_Task item_: Find every line in the records below that holds the word "graph", and copy it out.

Data items:
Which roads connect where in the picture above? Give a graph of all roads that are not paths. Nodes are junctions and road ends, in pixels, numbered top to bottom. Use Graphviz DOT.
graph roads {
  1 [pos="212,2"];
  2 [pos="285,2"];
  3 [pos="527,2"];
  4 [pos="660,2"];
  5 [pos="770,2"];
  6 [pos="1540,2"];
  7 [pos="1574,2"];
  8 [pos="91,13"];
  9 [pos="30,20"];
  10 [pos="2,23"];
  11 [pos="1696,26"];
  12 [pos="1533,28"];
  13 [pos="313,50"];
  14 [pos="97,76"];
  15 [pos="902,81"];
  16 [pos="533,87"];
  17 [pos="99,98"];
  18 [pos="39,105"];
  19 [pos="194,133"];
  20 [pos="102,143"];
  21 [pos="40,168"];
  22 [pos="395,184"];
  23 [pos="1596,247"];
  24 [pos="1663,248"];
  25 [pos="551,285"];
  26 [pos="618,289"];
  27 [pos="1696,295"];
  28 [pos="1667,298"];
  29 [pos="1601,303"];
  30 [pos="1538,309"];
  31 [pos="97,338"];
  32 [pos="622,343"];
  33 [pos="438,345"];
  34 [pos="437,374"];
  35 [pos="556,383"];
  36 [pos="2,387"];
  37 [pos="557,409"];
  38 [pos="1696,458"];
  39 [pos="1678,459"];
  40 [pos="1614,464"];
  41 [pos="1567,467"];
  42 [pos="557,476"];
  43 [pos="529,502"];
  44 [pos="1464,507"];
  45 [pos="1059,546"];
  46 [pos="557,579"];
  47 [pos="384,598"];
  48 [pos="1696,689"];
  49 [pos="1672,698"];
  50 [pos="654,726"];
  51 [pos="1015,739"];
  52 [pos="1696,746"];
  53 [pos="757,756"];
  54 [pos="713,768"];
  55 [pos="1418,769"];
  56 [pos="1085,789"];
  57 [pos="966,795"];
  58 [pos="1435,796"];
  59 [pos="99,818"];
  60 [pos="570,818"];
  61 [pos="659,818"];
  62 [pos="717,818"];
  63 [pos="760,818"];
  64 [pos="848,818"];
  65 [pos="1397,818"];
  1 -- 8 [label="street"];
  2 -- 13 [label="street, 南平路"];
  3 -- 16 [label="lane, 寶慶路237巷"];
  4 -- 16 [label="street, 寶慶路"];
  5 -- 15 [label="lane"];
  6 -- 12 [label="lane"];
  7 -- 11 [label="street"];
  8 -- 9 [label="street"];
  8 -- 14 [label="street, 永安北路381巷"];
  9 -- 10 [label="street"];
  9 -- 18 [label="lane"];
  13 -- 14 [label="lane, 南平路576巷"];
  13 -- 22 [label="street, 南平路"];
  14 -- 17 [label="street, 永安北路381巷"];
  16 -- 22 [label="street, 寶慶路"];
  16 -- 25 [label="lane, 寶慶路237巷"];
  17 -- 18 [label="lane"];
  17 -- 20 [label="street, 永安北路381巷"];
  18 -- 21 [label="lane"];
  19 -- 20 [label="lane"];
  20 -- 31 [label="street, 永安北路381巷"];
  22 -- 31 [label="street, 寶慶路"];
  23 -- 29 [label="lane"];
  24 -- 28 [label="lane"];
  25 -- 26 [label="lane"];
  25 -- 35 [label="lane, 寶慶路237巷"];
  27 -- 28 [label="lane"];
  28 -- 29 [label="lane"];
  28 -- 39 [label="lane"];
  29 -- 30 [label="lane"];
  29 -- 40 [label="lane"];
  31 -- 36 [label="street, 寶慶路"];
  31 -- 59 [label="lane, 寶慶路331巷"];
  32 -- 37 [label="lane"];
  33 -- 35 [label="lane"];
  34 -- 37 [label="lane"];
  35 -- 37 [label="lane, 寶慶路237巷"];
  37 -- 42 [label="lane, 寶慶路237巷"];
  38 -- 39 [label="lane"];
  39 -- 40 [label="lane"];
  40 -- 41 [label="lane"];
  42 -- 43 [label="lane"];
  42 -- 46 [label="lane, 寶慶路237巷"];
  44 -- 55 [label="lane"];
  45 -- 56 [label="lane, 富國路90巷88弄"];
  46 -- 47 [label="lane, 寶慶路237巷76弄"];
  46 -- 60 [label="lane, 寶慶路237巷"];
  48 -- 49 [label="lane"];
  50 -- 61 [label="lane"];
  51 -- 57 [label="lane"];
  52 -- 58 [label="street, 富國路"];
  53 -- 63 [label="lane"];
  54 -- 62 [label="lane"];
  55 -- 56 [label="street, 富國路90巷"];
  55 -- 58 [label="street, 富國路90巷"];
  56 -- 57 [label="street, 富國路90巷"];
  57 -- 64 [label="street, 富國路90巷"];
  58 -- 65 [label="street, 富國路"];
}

_Answer box_:
Which roads connect where in the picture above? Give a graph of all roads that are not paths. Nodes are junctions and road ends, in pixels, numbered top to bottom. Use Graphviz DOT.
graph roads {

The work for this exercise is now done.